With HailStorm, Microsoft insisted on owning the relationship with the customers. Now, the company is talking about the notion of federated identity and co-operating with OpenID.

Also, while Microsoft is big, it is no longer the only technology behemoth.

Much of Google's vision is audacious compared to what Microsoft proposed with HailStorm, O'Kelly said. "Fundamentally, their mission is very clear. It is to organise all of the world's information. You are part of the world's information."

Security and trust
While data may live in Microsoft's datacentres with Windows Azure, it can also be encrypted, and other measures can be taken to make sure that it stays proprietary.

Azure gives companies the ability to tightly control the security of the data, said Jordan Ellington, vice president of legal technology at global firm TransPerfect. Companies can encrypt the data at the server, send it encrypted over Microsoft's network and unencrypt it at the client.

"We wouldn't let Microsoft actually host our data.

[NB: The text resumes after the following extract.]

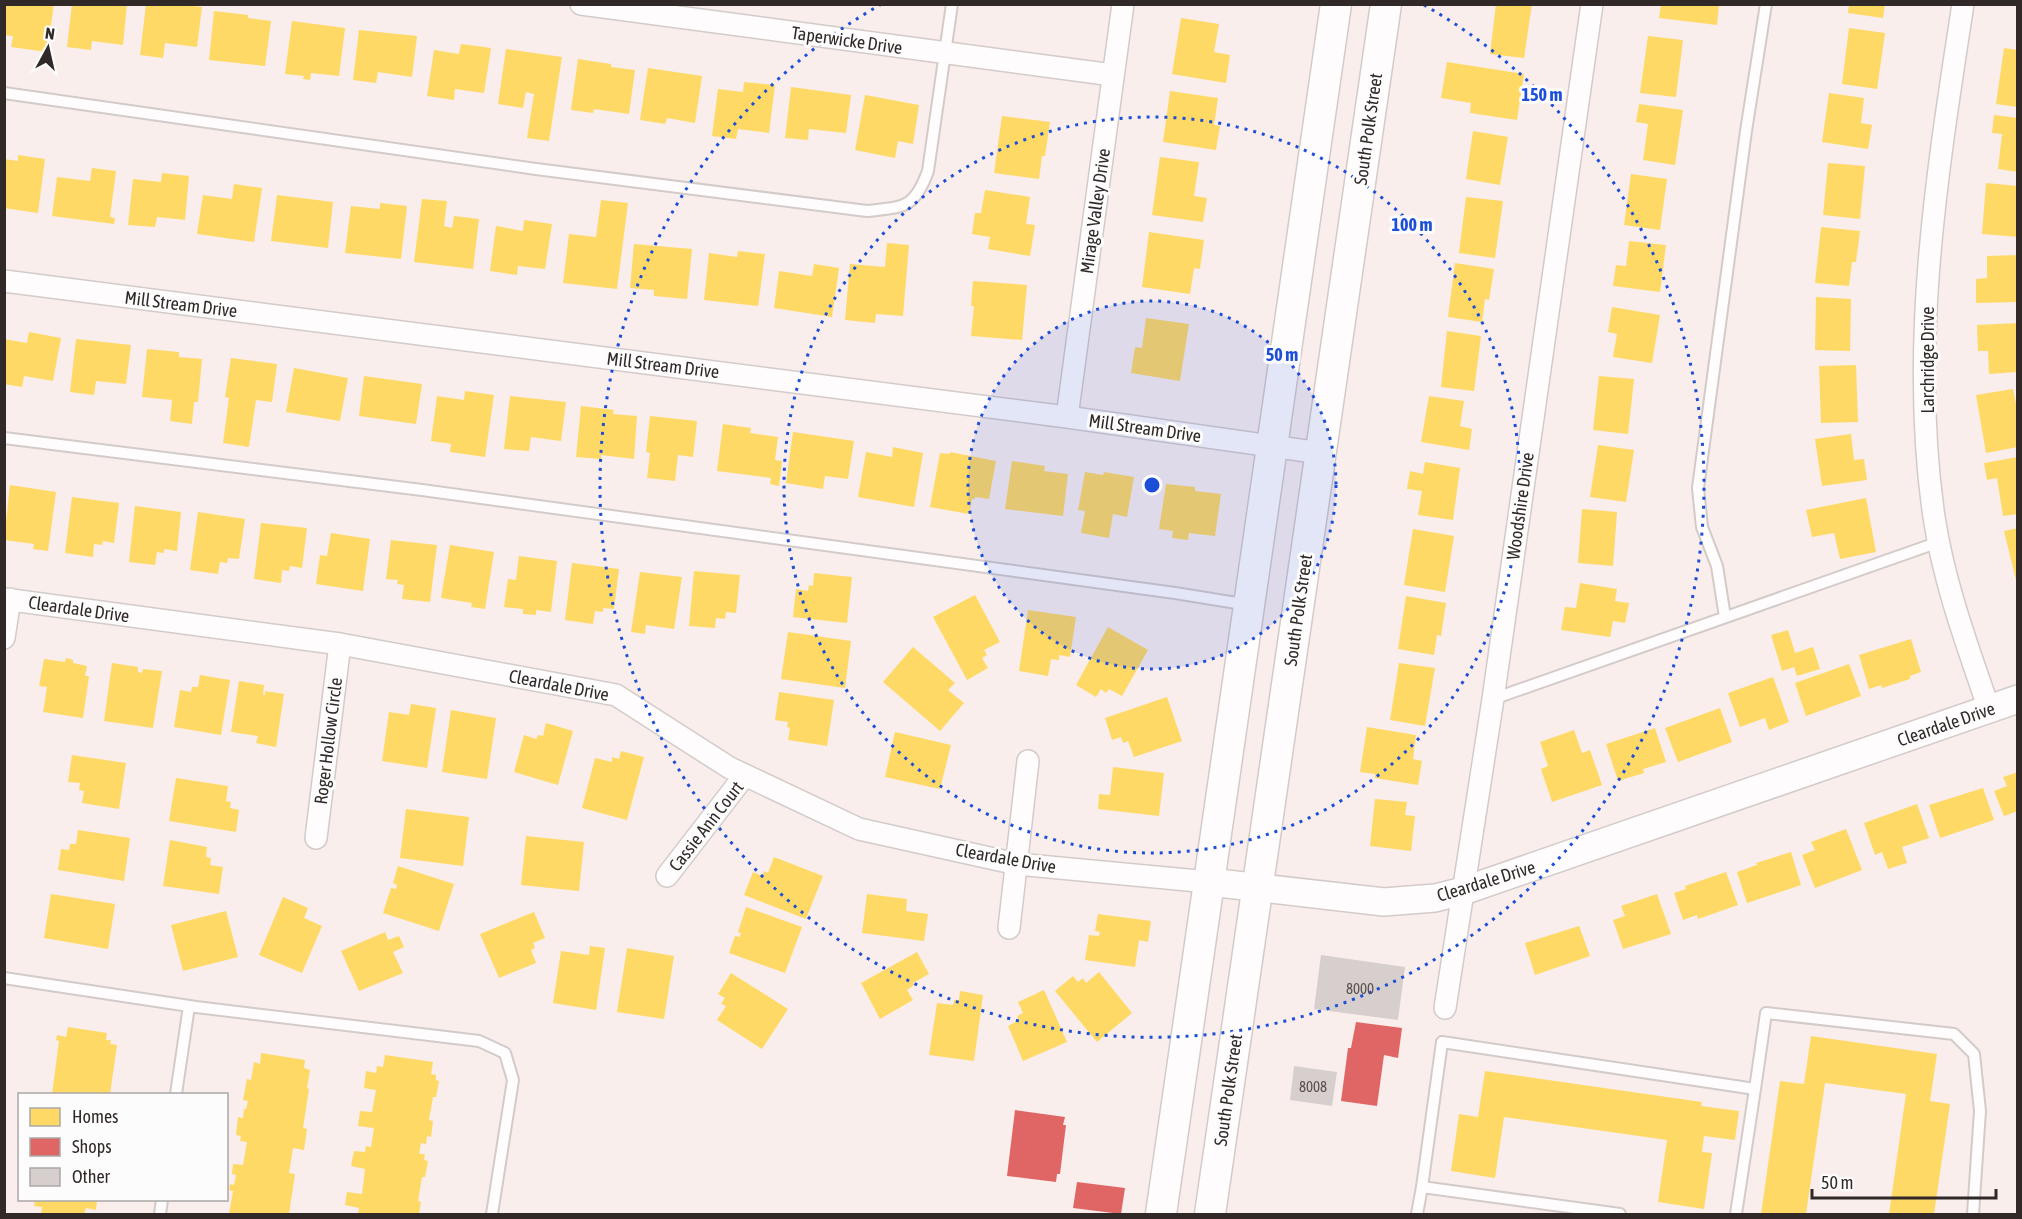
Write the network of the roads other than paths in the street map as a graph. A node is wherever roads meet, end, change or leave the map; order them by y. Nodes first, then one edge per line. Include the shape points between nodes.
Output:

We're just using them as plumbing," Ellington said, "[whereas] small companies are not threatened by the intellectual-property issues because it's a cheap service."

"I don't see, for quite some time, large corporations putting all their information in the cloud; it's too attractive a target," he said.

Businesses now have to evaluate not just whether allowing others to hold their data is a good thing; the reality is that, in many cases, large third parties may be able to do more to protect a company's data than some medium-sized firms can do on their own.

"Organisations have come to say: 'Let's compare it to practical alternatives, as opposed to some utopian ideal'," O'Kelly said.

In addition, Windows Azure is still at the community preview stage, so businesses will have time to test it out before it's ready to host their mission-critical applications.

"It's no different from paying any other hosting company," said Troy Farrell, solutions architect for Operitel Corporation, which provides software-management services for e-learning.

"I guess some people genuinely distrust Microsoft because of their size, like some people distrust Google, which is hosting and storing data in Google Apps and other services," he said.

Trust is indeed an issue with cloud computing, Microsoft chief software architect Ray Ozzie told ZDNet UK sister site CNET News.com in an interview earlier this week.

"Cloud computing is ultimately going to be [about]: do you trust this provider to have more to lose than I have to lose as a company if they mess me up?" Ozzie said. He added that Microsoft is well placed to garner that trust, both because of the scale of its investment and because it is putting its money where its mouth is, building its own Azure-based applications.

Ozzie said, however, that he expects businesses to move in waves, moving infrastructure-type systems first and only later moving business applications.

Even those who don't really trust Microsoft have options.

"Microsoft never has to see anything you are doing," said Alberto Ramirez, a developer at consultancy Tallan. "[Information] can be encrypted on both ends. They're just passing it along."

Microsoft may also benefit from the constraints of a tighter economy.

"There is demand for this, especially now," Ramirez said. "IT departments are scaling back. This requires no IT staff and no server in a room. And the security is taken care of."

CNET News.com's Elinor Mills contributed to this report.